Task statement:
Going through the data below, please show each line containing the string "Fertigteilwerk".

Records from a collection
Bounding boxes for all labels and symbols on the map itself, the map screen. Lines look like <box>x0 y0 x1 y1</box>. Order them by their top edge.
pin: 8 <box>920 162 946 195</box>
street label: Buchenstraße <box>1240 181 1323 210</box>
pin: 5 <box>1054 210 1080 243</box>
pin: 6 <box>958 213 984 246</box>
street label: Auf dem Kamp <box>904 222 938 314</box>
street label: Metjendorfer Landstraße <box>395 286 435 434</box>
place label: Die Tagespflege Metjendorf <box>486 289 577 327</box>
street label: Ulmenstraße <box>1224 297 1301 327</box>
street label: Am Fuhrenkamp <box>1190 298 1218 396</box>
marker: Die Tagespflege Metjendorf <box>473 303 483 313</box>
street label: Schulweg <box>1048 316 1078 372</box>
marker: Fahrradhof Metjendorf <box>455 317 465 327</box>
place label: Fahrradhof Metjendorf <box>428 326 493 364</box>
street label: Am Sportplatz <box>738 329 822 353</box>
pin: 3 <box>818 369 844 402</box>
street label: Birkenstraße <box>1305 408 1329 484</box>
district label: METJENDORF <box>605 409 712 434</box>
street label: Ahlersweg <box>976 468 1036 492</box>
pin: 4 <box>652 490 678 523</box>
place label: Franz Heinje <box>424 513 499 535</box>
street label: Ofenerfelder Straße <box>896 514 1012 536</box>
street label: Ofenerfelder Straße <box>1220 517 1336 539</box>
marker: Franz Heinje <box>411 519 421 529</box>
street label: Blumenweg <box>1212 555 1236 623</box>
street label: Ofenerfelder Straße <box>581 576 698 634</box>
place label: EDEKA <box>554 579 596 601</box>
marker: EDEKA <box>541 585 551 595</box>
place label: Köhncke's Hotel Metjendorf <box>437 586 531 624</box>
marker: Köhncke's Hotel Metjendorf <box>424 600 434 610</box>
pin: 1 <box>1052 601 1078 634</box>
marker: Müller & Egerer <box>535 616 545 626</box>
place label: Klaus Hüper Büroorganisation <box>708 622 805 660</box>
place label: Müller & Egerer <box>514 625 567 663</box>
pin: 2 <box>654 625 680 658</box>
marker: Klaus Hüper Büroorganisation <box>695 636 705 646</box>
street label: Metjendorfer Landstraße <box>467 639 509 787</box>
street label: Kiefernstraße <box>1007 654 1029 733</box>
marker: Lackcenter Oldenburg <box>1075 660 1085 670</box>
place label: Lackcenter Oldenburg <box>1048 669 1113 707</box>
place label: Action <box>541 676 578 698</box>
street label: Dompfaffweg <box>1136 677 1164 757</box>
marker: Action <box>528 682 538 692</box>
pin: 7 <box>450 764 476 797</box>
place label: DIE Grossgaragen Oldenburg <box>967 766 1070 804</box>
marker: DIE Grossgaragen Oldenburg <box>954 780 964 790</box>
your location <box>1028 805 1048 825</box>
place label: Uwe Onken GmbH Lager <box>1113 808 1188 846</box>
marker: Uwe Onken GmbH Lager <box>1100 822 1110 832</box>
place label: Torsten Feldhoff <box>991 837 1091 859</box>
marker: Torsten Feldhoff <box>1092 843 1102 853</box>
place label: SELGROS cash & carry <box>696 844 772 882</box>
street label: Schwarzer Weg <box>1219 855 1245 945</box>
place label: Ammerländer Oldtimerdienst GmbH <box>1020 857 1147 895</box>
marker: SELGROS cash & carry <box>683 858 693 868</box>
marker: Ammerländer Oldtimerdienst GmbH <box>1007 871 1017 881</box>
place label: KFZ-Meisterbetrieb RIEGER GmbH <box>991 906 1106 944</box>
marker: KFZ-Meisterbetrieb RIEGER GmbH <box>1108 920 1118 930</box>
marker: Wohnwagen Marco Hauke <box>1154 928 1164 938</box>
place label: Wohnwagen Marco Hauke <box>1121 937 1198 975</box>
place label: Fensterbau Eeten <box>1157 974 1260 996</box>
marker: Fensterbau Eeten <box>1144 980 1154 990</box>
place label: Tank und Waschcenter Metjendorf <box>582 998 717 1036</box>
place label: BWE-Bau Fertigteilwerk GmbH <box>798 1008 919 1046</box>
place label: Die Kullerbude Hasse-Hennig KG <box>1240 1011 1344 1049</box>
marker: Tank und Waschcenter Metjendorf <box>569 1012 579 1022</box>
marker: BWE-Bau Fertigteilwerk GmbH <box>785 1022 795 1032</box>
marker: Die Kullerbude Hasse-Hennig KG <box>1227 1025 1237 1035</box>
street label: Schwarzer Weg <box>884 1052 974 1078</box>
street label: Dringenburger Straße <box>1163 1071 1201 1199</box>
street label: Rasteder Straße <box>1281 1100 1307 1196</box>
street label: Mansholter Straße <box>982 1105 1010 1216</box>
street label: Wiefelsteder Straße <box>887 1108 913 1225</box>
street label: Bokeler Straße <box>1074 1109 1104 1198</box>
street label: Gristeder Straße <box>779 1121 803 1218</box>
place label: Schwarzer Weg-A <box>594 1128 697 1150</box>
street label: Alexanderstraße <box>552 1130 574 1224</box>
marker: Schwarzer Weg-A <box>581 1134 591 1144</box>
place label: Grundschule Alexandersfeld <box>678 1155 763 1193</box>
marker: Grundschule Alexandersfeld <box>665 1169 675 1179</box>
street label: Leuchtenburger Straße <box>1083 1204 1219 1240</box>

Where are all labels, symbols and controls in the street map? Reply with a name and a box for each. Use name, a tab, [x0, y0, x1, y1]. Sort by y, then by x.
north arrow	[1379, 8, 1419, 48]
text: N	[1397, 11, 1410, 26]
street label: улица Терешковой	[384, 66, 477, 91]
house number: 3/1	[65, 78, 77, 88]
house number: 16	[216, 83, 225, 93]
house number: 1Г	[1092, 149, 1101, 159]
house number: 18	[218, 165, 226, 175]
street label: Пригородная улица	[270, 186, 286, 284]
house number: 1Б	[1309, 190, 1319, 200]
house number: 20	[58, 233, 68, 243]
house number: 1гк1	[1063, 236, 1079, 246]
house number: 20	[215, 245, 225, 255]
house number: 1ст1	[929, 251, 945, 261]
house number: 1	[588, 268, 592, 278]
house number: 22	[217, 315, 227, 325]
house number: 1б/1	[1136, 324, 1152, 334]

Solution to this exercise:
place label: BWE-Bau Fertigteilwerk GmbH <box>798 1008 919 1046</box>
marker: BWE-Bau Fertigteilwerk GmbH <box>785 1022 795 1032</box>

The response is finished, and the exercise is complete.